- **DIRECTIONS**: Below are entries; work out how many of their lines include the string "Creek", and reply with the number only.

[[ SUPPLIED DATA open ]]

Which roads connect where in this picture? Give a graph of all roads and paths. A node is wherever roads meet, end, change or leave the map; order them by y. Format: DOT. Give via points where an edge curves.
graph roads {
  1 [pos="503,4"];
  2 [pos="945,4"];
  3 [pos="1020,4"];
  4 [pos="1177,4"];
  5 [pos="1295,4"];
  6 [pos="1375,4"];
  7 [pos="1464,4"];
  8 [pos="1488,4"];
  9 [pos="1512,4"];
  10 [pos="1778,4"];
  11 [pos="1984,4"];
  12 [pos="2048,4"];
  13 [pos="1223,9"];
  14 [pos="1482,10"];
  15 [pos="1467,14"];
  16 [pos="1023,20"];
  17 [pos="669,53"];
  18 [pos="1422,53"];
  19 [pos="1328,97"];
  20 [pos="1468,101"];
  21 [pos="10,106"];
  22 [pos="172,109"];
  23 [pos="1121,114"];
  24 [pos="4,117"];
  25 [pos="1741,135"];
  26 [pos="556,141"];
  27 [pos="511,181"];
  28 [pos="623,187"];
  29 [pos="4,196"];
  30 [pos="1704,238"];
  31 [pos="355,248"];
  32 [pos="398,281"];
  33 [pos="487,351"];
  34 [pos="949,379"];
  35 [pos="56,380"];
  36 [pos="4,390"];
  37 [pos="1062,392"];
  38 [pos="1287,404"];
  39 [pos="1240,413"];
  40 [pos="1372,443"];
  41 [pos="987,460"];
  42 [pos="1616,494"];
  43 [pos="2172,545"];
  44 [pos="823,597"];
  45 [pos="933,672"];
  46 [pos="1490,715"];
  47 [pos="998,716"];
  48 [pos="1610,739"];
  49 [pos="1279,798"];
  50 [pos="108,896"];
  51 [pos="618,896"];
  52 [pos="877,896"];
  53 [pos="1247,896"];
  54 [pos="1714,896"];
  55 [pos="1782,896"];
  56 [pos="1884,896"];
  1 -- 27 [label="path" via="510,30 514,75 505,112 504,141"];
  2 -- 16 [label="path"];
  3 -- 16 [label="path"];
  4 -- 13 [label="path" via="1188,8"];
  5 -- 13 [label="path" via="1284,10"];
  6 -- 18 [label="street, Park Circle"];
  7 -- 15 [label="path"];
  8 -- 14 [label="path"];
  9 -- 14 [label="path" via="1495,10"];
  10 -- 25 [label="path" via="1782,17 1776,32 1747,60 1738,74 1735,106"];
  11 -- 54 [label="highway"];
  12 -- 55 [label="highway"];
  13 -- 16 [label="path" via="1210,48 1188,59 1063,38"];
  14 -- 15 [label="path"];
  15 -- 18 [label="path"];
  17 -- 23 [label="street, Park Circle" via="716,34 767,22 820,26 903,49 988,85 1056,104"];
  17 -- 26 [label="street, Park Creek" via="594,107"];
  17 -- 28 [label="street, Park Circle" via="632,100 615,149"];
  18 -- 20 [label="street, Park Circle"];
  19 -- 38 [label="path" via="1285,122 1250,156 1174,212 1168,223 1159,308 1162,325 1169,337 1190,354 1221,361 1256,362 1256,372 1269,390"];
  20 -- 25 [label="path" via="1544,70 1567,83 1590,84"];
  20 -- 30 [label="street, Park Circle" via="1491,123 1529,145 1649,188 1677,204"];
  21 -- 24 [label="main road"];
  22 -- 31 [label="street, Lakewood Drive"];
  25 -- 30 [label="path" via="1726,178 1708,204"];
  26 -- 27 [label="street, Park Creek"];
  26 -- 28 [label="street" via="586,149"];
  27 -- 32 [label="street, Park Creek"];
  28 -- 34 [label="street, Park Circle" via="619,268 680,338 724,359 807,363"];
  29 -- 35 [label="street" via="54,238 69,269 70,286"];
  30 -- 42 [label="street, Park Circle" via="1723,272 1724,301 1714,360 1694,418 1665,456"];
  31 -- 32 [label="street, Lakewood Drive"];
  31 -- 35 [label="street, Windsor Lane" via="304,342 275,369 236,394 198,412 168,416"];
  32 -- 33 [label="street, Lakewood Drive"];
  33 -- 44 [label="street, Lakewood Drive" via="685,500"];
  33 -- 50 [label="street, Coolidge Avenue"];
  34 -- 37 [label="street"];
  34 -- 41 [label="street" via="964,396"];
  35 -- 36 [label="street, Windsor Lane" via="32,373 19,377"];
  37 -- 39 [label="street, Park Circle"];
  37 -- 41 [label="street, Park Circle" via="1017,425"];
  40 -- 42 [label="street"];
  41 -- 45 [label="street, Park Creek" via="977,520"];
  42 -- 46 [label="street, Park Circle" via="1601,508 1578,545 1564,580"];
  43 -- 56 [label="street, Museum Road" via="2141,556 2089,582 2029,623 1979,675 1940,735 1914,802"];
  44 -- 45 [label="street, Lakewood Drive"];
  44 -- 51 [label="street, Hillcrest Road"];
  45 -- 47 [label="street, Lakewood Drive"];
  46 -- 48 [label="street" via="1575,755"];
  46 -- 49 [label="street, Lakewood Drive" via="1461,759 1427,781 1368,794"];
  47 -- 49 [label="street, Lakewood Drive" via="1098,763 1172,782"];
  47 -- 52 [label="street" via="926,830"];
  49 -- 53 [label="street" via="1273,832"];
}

[[ SUPPLIED DATA closed ]]

- **EXPECTED ANSWER**: 4